▶ [Records supplied]

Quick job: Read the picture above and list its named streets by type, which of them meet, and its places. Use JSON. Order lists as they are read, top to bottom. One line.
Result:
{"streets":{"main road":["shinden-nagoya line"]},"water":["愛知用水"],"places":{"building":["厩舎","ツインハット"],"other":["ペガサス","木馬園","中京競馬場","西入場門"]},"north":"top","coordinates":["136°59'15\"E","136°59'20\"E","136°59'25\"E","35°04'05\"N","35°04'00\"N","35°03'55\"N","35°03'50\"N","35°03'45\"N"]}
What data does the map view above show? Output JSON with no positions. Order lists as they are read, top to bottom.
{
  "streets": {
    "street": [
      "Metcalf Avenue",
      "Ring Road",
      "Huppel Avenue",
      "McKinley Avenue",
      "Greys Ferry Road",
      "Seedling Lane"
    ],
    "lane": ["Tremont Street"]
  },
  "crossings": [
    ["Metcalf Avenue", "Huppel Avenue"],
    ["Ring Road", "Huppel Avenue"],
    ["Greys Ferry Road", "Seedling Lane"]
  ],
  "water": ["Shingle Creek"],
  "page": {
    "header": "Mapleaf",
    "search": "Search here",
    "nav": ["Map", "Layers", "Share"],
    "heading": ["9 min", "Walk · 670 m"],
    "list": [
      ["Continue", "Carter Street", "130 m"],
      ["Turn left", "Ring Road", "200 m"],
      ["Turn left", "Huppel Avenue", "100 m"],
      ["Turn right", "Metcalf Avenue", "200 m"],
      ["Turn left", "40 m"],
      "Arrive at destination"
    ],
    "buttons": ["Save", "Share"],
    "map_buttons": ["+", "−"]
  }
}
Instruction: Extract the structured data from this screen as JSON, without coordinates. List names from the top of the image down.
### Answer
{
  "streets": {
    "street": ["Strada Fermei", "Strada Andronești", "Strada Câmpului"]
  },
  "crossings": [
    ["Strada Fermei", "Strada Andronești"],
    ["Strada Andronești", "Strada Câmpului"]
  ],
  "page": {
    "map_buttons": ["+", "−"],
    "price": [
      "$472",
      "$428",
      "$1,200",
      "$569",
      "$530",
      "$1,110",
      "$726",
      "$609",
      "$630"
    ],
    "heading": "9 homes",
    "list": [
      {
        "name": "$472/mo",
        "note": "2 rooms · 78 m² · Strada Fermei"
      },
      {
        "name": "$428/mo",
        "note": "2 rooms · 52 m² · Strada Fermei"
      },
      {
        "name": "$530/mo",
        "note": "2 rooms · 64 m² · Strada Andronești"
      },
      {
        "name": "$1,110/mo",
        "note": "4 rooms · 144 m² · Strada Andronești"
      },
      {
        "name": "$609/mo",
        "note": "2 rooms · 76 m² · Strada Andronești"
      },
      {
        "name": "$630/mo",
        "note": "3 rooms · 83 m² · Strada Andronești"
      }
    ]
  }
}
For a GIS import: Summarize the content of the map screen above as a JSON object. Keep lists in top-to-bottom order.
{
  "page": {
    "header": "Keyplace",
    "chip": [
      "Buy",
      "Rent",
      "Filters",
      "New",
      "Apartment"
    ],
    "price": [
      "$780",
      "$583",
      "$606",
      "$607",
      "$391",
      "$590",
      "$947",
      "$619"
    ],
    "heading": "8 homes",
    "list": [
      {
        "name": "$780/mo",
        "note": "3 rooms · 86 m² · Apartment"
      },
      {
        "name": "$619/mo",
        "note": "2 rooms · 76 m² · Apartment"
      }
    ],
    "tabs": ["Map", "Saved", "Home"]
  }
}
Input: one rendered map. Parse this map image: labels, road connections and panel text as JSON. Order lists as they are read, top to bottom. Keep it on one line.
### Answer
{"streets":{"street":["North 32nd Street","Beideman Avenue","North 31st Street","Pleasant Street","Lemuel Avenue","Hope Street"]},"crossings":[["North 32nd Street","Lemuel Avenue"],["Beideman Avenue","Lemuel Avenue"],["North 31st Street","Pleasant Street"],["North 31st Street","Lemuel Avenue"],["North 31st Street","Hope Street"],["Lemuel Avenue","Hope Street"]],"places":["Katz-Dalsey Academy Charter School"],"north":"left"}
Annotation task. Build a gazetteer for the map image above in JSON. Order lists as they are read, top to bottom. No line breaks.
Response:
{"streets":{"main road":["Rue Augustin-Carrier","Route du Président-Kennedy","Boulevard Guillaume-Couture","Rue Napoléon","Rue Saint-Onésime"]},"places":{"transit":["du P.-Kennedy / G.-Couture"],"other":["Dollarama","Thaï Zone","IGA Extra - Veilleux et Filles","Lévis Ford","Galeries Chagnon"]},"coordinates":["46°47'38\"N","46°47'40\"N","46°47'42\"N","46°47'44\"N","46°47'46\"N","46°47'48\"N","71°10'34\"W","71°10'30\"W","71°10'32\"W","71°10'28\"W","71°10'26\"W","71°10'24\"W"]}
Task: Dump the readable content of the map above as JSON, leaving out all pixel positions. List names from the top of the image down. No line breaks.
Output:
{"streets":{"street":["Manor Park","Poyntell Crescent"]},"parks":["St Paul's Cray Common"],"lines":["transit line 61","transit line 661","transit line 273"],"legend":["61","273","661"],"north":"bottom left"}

▶ [What to work on]
Your task is to retype all the records above with nothing left out.

▶ [Response area]
Quick job: Read the picture above and list its named streets by type, which of them meet, and its places. Use JSON. Order lists as they are read, top to bottom. One line.
Result:
{"streets":{"main road":["shinden-nagoya line"]},"water":["愛知用水"],"places":{"building":["厩舎","ツインハット"],"other":["ペガサス","木馬園","中京競馬場","西入場門"]},"north":"top","coordinates":["136°59'15\"E","136°59'20\"E","136°59'25\"E","35°04'05\"N","35°04'00\"N","35°03'55\"N","35°03'50\"N","35°03'45\"N"]}
What data does the map view above show? Output JSON with no positions. Order lists as they are read, top to bottom.
{
  "streets": {
    "street": [
      "Metcalf Avenue",
      "Ring Road",
      "Huppel Avenue",
      "McKinley Avenue",
      "Greys Ferry Road",
      "Seedling Lane"
    ],
    "lane": ["Tremont Street"]
  },
  "crossings": [
    ["Metcalf Avenue", "Huppel Avenue"],
    ["Ring Road", "Huppel Avenue"],
    ["Greys Ferry Road", "Seedling Lane"]
  ],
  "water": ["Shingle Creek"],
  "page": {
    "header": "Mapleaf",
    "search": "Search here",
    "nav": ["Map", "Layers", "Share"],
    "heading": ["9 min", "Walk · 670 m"],
    "list": [
      ["Continue", "Carter Street", "130 m"],
      ["Turn left", "Ring Road", "200 m"],
      ["Turn left", "Huppel Avenue", "100 m"],
      ["Turn right", "Metcalf Avenue", "200 m"],
      ["Turn left", "40 m"],
      "Arrive at destination"
    ],
    "buttons": ["Save", "Share"],
    "map_buttons": ["+", "−"]
  }
}
Instruction: Extract the structured data from this screen as JSON, without coordinates. List names from the top of the image down.
### Answer
{
  "streets": {
    "street": ["Strada Fermei", "Strada Andronești", "Strada Câmpului"]
  },
  "crossings": [
    ["Strada Fermei", "Strada Andronești"],
    ["Strada Andronești", "Strada Câmpului"]
  ],
  "page": {
    "map_buttons": ["+", "−"],
    "price": [
      "$472",
      "$428",
      "$1,200",
      "$569",
      "$530",
      "$1,110",
      "$726",
      "$609",
      "$630"
    ],
    "heading": "9 homes",
    "list": [
      {
        "name": "$472/mo",
        "note": "2 rooms · 78 m² · Strada Fermei"
      },
      {
        "name": "$428/mo",
        "note": "2 rooms · 52 m² · Strada Fermei"
      },
      {
        "name": "$530/mo",
        "note": "2 rooms · 64 m² · Strada Andronești"
      },
      {
        "name": "$1,110/mo",
        "note": "4 rooms · 144 m² · Strada Andronești"
      },
      {
        "name": "$609/mo",
        "note": "2 rooms · 76 m² · Strada Andronești"
      },
      {
        "name": "$630/mo",
        "note": "3 rooms · 83 m² · Strada Andronești"
      }
    ]
  }
}
For a GIS import: Summarize the content of the map screen above as a JSON object. Keep lists in top-to-bottom order.
{
  "page": {
    "header": "Keyplace",
    "chip": [
      "Buy",
      "Rent",
      "Filters",
      "New",
      "Apartment"
    ],
    "price": [
      "$780",
      "$583",
      "$606",
      "$607",
      "$391",
      "$590",
      "$947",
      "$619"
    ],
    "heading": "8 homes",
    "list": [
      {
        "name": "$780/mo",
        "note": "3 rooms · 86 m² · Apartment"
      },
      {
        "name": "$619/mo",
        "note": "2 rooms · 76 m² · Apartment"
      }
    ],
    "tabs": ["Map", "Saved", "Home"]
  }
}
Input: one rendered map. Parse this map image: labels, road connections and panel text as JSON. Order lists as they are read, top to bottom. Keep it on one line.
### Answer
{"streets":{"street":["North 32nd Street","Beideman Avenue","North 31st Street","Pleasant Street","Lemuel Avenue","Hope Street"]},"crossings":[["North 32nd Street","Lemuel Avenue"],["Beideman Avenue","Lemuel Avenue"],["North 31st Street","Pleasant Street"],["North 31st Street","Lemuel Avenue"],["North 31st Street","Hope Street"],["Lemuel Avenue","Hope Street"]],"places":["Katz-Dalsey Academy Charter School"],"north":"left"}
Annotation task. Build a gazetteer for the map image above in JSON. Order lists as they are read, top to bottom. No line breaks.
Response:
{"streets":{"main road":["Rue Augustin-Carrier","Route du Président-Kennedy","Boulevard Guillaume-Couture","Rue Napoléon","Rue Saint-Onésime"]},"places":{"transit":["du P.-Kennedy / G.-Couture"],"other":["Dollarama","Thaï Zone","IGA Extra - Veilleux et Filles","Lévis Ford","Galeries Chagnon"]},"coordinates":["46°47'38\"N","46°47'40\"N","46°47'42\"N","46°47'44\"N","46°47'46\"N","46°47'48\"N","71°10'34\"W","71°10'30\"W","71°10'32\"W","71°10'28\"W","71°10'26\"W","71°10'24\"W"]}
Task: Dump the readable content of the map above as JSON, leaving out all pixel positions. List names from the top of the image down. No line breaks.
Output:
{"streets":{"street":["Manor Park","Poyntell Crescent"]},"parks":["St Paul's Cray Common"],"lines":["transit line 61","transit line 661","transit line 273"],"legend":["61","273","661"],"north":"bottom left"}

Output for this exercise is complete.